Hydrate-based CO2 capture and CH4 purification from simulated biogas with synergic additives based on gas solvent

Abstract

Treatment and subsequent use of biogas are garnering huge interest for both energy recovery and mitigation of environmental impact. However, separation process is pivotal for increasing its calorific value and removing CO2. This work presents the kinetic and separation efficiency study as well as microcosmic structure analysis for purifying simulated biogas (45.0mol% CO2/CH4 binary mixture) through hydrate crystallization approach. Particularly, synergic additives comprise gas solvent (dimethyl sulfoxide (DMSO)) and traditional hydrate promoter (tetrahydrofuran (THF) or tetra-n-butyl ammonium bromide (TBAB)) were proposed to enhance the hydrate-based separation process.

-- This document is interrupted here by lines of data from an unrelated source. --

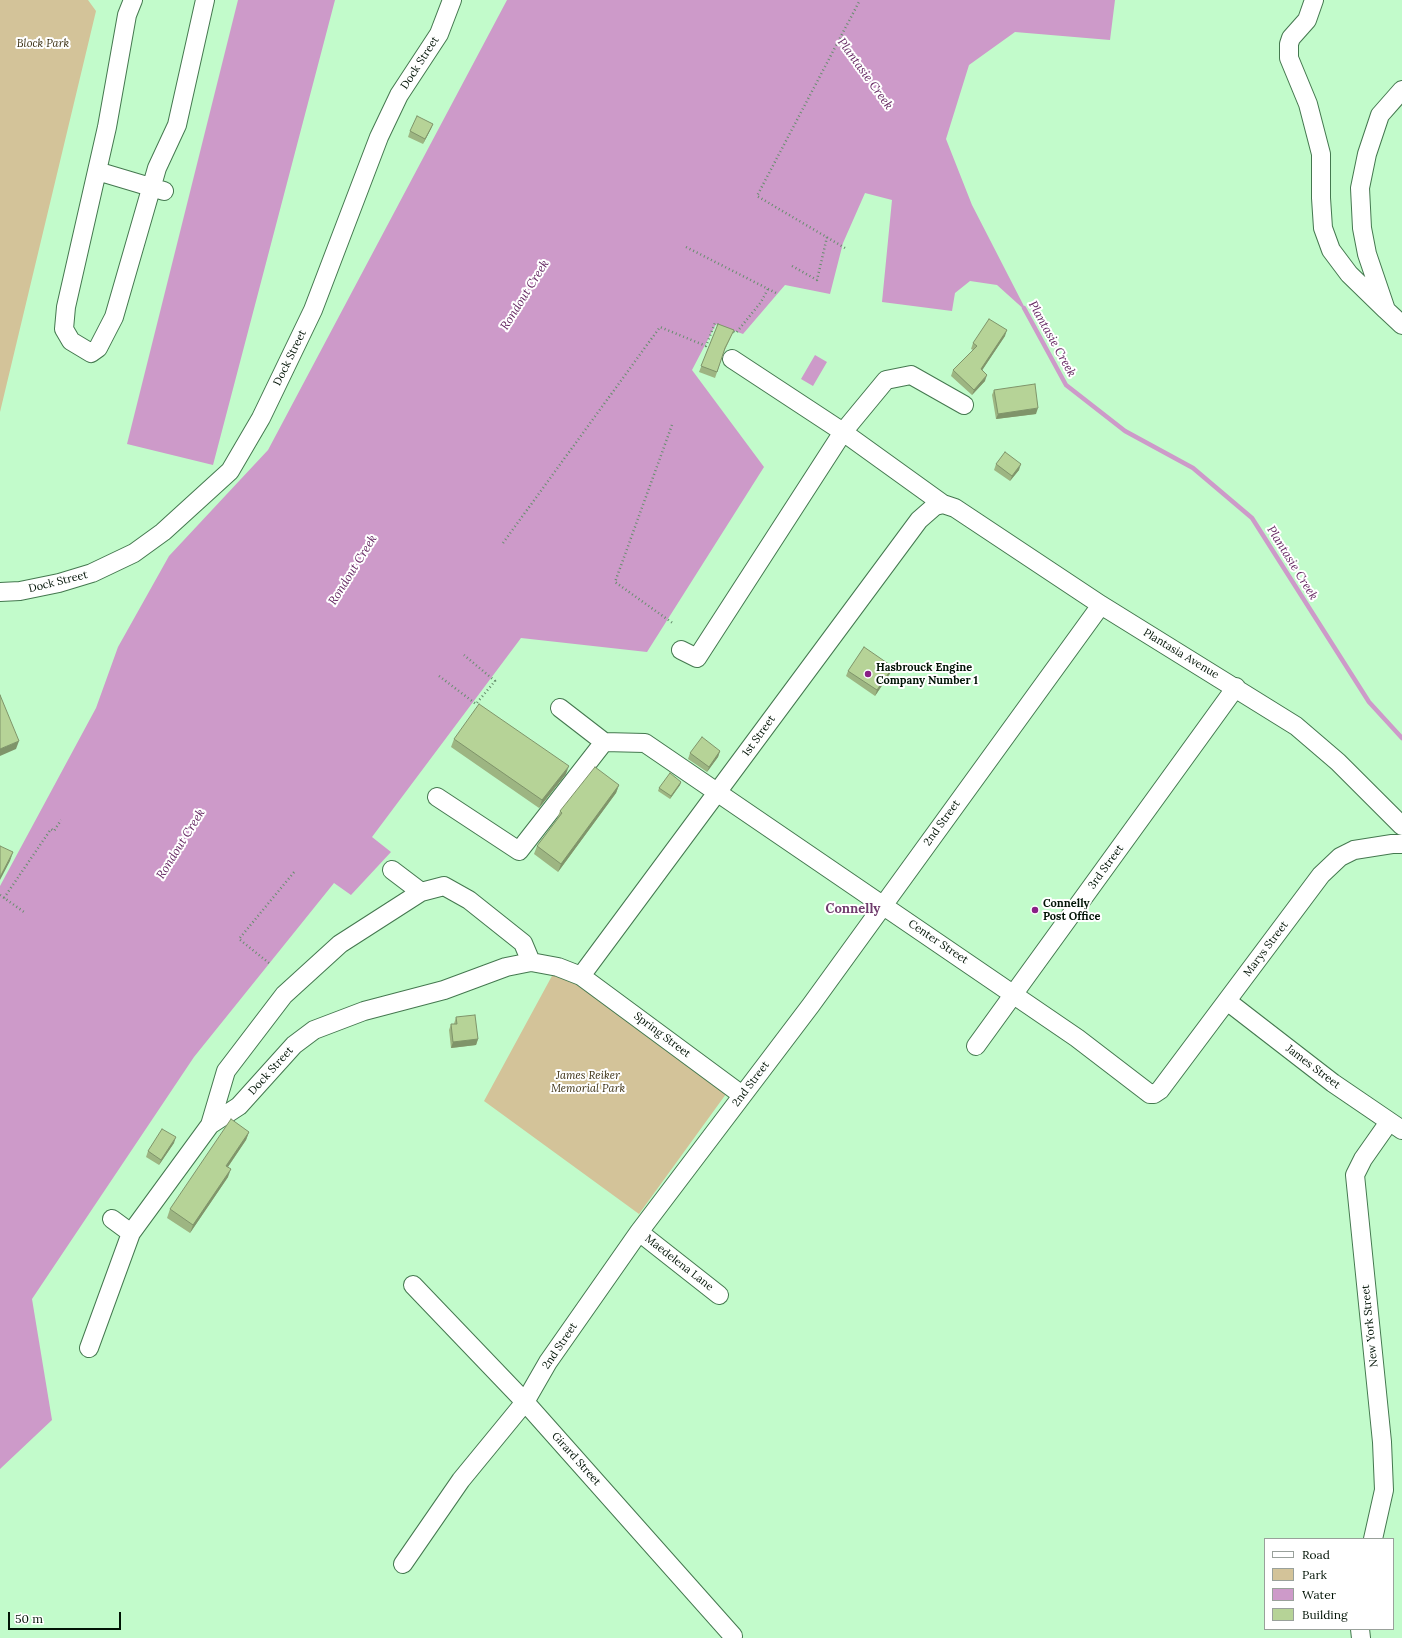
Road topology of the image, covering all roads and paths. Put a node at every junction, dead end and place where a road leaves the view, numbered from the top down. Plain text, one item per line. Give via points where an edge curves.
1 (133, 0) edge
2 (205, 0) edge
3 (452, 0) edge
4 (860, 0) edge
5 (1314, 0) edge
6 (1402, 90) edge
7 (97, 171) junction
8 (158, 189) junction
9 (827, 237) junction
10 (686, 247) dead end
11 (845, 248) dead end
12 (792, 266) dead end
13 (768, 289) junction
14 (778, 294) dead end
15 (1386, 310) junction
16 (1402, 325) edge
17 (722, 326) edge
18 (729, 330) edge
19 (732, 359) dead end
20 (964, 405) dead end
21 (672, 425) dead end
22 (843, 432) junction
23 (943, 504) junction
24 (503, 543) dead end
25 (0, 592) edge
26 (1101, 605) junction
27 (674, 624) dead end
28 (682, 650) dead end
29 (464, 655) dead end
30 (439, 676) dead end
31 (1236, 688) junction
32 (560, 708) dead end
33 (604, 742) junction
34 (719, 793) junction
35 (437, 797) dead end
36 (62, 820) dead end
37 (1402, 826) edge
38 (1402, 844) edge
39 (392, 870) dead end
40 (295, 871) dead end
41 (421, 892) junction
42 (0, 895) edge
43 (4, 898) junction
44 (883, 904) junction
45 (24, 912) dead end
46 (531, 962) junction
47 (269, 964) dead end
48 (581, 976) junction
49 (1014, 994) junction
50 (1227, 1001) junction
51 (976, 1046) dead end
52 (1154, 1094) joint
53 (742, 1095) junction
54 (210, 1125) junction
55 (1395, 1126) edge
56 (112, 1219) dead end
57 (640, 1232) junction
58 (131, 1233) junction
59 (413, 1285) dead end
60 (719, 1294) dead end
61 (89, 1348) dead end
62 (525, 1402) junction
63 (1373, 1538) edge
64 (403, 1564) dead end
65 (733, 1636) dead end

1 - 7 street via 127,15
2 - 8 street via 177,126 157,168
3 - 25 street, Dock Street via 439,34 399,95 379,137 313,310 261,418 230,471 163,532 134,553 92,573 72,579 20,591
4 - 9 path via 757,196
5 - 15 street via 1307,20 1288,44 1289,58 1308,104 1321,154 1323,228 1331,250 1349,274
6 - 15 street via 1380,115 1367,154 1360,188 1362,228 1367,254
7 - 8 street
7 - 8 street via 66,307 64,330 71,341 91,353 98,348 114,317
9 - 11 path
9 - 12 path via 817,280
10 - 13 path
13 - 14 path
13 - 18 path via 736,333
15 - 16 street
17 - 24 path via 714,323 706,346 660,327
19 - 22 street, Plantasia Avenue
20 - 22 street via 911,375 886,380
21 - 27 path via 615,582
22 - 23 street, Plantasia Avenue
22 - 28 street via 697,658
23 - 26 street, Plantasia Avenue via 955,508
23 - 34 street, 1st Street via 934,506 919,520
26 - 31 street, Plantasia Avenue
26 - 44 street, 2nd Street
29 - 30 path via 495,681 476,704
31 - 37 street, Plantasia Avenue via 1296,726 1338,762
31 - 49 street, 3rd Street
32 - 33 street
33 - 34 street, Center Street via 645,743
33 - 35 street via 519,851
34 - 44 street, Center Street
34 - 48 street, 1st Street
36 - 43 path via 54,831 51,829
38 - 50 street, Marys Street via 1354,850 1340,857 1321,876
39 - 41 street
40 - 47 path via 240,940
41 - 46 street via 444,886 469,900 523,943
41 - 54 street via 340,944 284,995 226,1071
42 - 43 path
43 - 45 path
44 - 49 street, Center Street
44 - 53 street, 2nd Street
46 - 48 street, Dock Street via 558,967
46 - 54 street, Dock Street via 506,967 444,990 364,1011 314,1030 294,1045 239,1106
48 - 53 street, Spring Street
49 - 51 street, 3rd Street
49 - 52 street, Center Street via 1150,1094
50 - 52 street, Marys Street via 1160,1090
50 - 55 street, James Street
53 - 57 street, 2nd Street
54 - 58 street, Dock Street
55 - 63 street, New York Street via 1363,1159 1355,1175 1382,1442 1384,1490
56 - 58 street
57 - 60 street, Maedelena Lane
57 - 62 street, 2nd Street via 548,1362
58 - 61 street, Dock Street
59 - 62 street, Girard Street
62 - 64 street, 2nd Street via 461,1480
62 - 65 street, Girard Street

The promotion mechanism was explored through in-situ Raman spectroscopy. The residual gas phase and the decomposition gas phase from the hydrate slurry were sampled and analyzed. Based on the experimental data, the gas storage capacity, unit system gas consumed rate, gas selectivity and separation efficiency were calculated for evaluating the separation process. It was found that, the synergic additives could promote the mixture hydrate formation process due to DMSO (acid gas solvent) could improve both rate and selectivity of CO2 during the dissolution and diffusion processes. In addition, the Raman analysis reveals that the simulated biogas forms structure II hydrate and semiclathrate framework with THF–DMSO and TBAB–DMSO respectively, and CH4 molecules are only found in the smaller (512) cages of the mixture hydrates. It is inferred that DMSO just performs as an acid gas solvent during the gas dissolution and diffusion processes but not participate in the hydrate framework formation. It will be of practical interest in relation to resolving the bottleneck of hydrate-based biogas purification technology and of potential importance for the industry application of gas hydrate.